*To do*.
Return each line of the entries that holds the string "hand".

*Study material*.
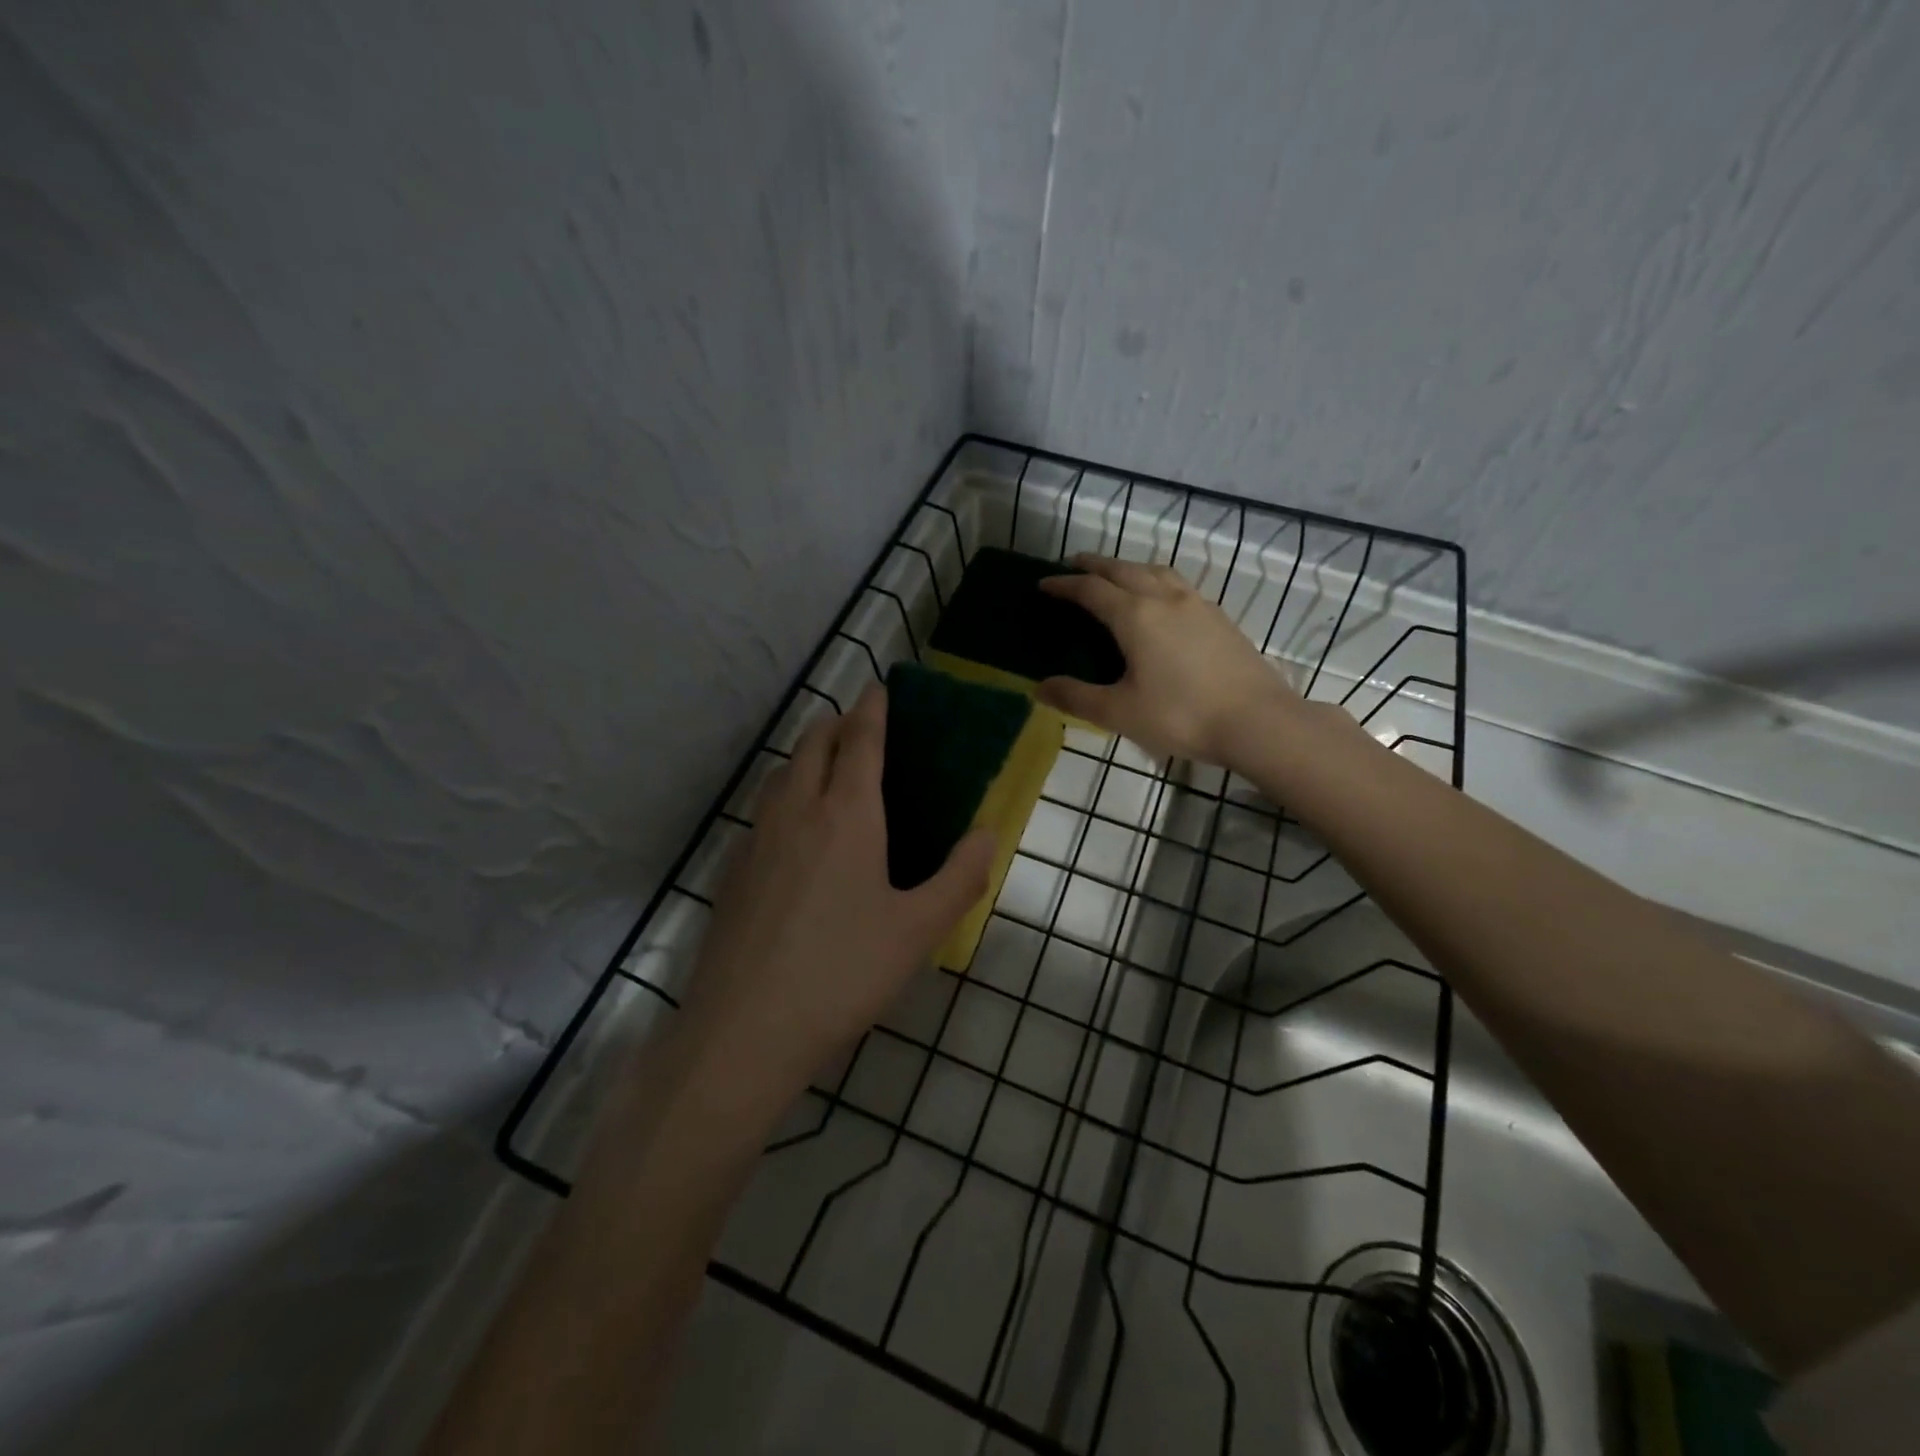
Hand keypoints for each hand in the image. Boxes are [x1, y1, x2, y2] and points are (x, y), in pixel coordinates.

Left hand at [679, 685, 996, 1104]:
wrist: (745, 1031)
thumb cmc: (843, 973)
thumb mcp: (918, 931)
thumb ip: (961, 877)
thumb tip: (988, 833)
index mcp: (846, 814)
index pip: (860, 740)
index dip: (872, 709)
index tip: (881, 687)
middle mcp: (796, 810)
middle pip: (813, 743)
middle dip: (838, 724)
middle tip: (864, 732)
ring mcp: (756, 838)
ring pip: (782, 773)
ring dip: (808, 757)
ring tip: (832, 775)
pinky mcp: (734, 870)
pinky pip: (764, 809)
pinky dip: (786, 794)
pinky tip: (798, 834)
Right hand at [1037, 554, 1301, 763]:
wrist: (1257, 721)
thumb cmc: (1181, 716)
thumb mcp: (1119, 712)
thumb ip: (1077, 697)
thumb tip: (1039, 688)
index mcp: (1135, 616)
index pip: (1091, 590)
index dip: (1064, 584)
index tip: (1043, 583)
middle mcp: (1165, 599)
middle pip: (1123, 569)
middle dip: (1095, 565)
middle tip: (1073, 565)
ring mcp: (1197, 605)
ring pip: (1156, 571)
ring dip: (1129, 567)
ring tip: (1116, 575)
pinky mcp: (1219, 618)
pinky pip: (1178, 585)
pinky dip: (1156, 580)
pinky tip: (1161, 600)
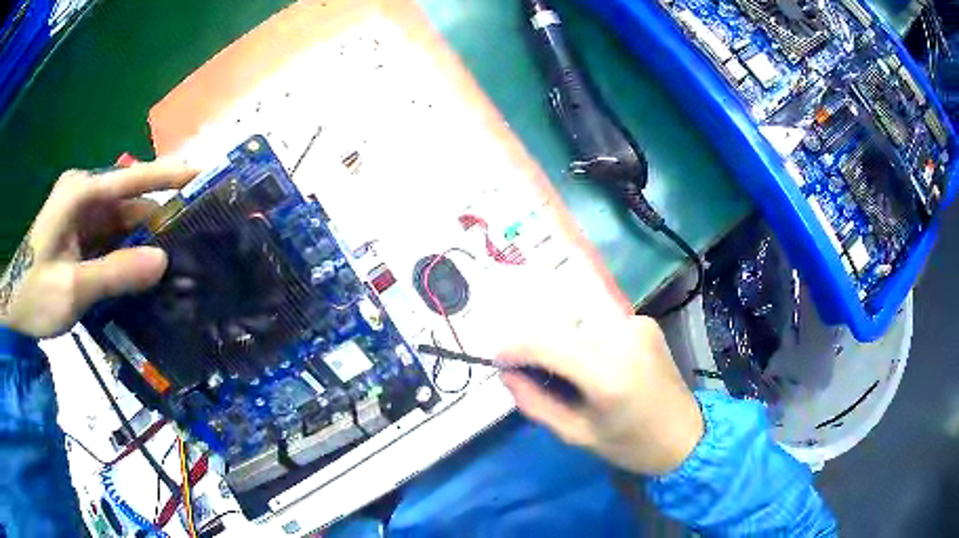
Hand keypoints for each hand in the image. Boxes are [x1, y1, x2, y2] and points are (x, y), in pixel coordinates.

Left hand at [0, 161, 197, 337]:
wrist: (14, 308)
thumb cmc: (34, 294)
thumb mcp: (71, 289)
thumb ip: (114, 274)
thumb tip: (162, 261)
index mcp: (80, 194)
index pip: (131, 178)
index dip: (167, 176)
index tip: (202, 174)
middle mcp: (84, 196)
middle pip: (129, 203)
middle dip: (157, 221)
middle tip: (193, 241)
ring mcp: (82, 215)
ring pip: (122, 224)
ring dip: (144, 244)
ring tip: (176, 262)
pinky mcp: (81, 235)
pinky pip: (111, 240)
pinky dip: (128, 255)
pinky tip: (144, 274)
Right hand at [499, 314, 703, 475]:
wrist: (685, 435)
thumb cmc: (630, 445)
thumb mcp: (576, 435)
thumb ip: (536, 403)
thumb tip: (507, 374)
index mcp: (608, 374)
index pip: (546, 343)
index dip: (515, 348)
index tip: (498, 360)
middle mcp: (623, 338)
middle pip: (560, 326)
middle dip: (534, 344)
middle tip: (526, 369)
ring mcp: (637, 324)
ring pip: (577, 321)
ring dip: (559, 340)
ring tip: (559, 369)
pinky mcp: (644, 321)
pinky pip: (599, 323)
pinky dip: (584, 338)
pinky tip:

*Solution to the problem*.
Hand keypoints for each hand in the image. Boxes are [x1, y1, x2, y2] and points are (x, y), in pixel coordinates.
Left hand at [679, 685, 996, 1104]:
Right hand at [1037, 554, 1301, 763]:
Hand keypoints for each hand in the image. Boxes are [x1, y1, x2, y2] and points are (x, y), in pixel coordinates.
Left hand at [0, 161, 197, 337]:
Right hand at [499, 314, 703, 475]:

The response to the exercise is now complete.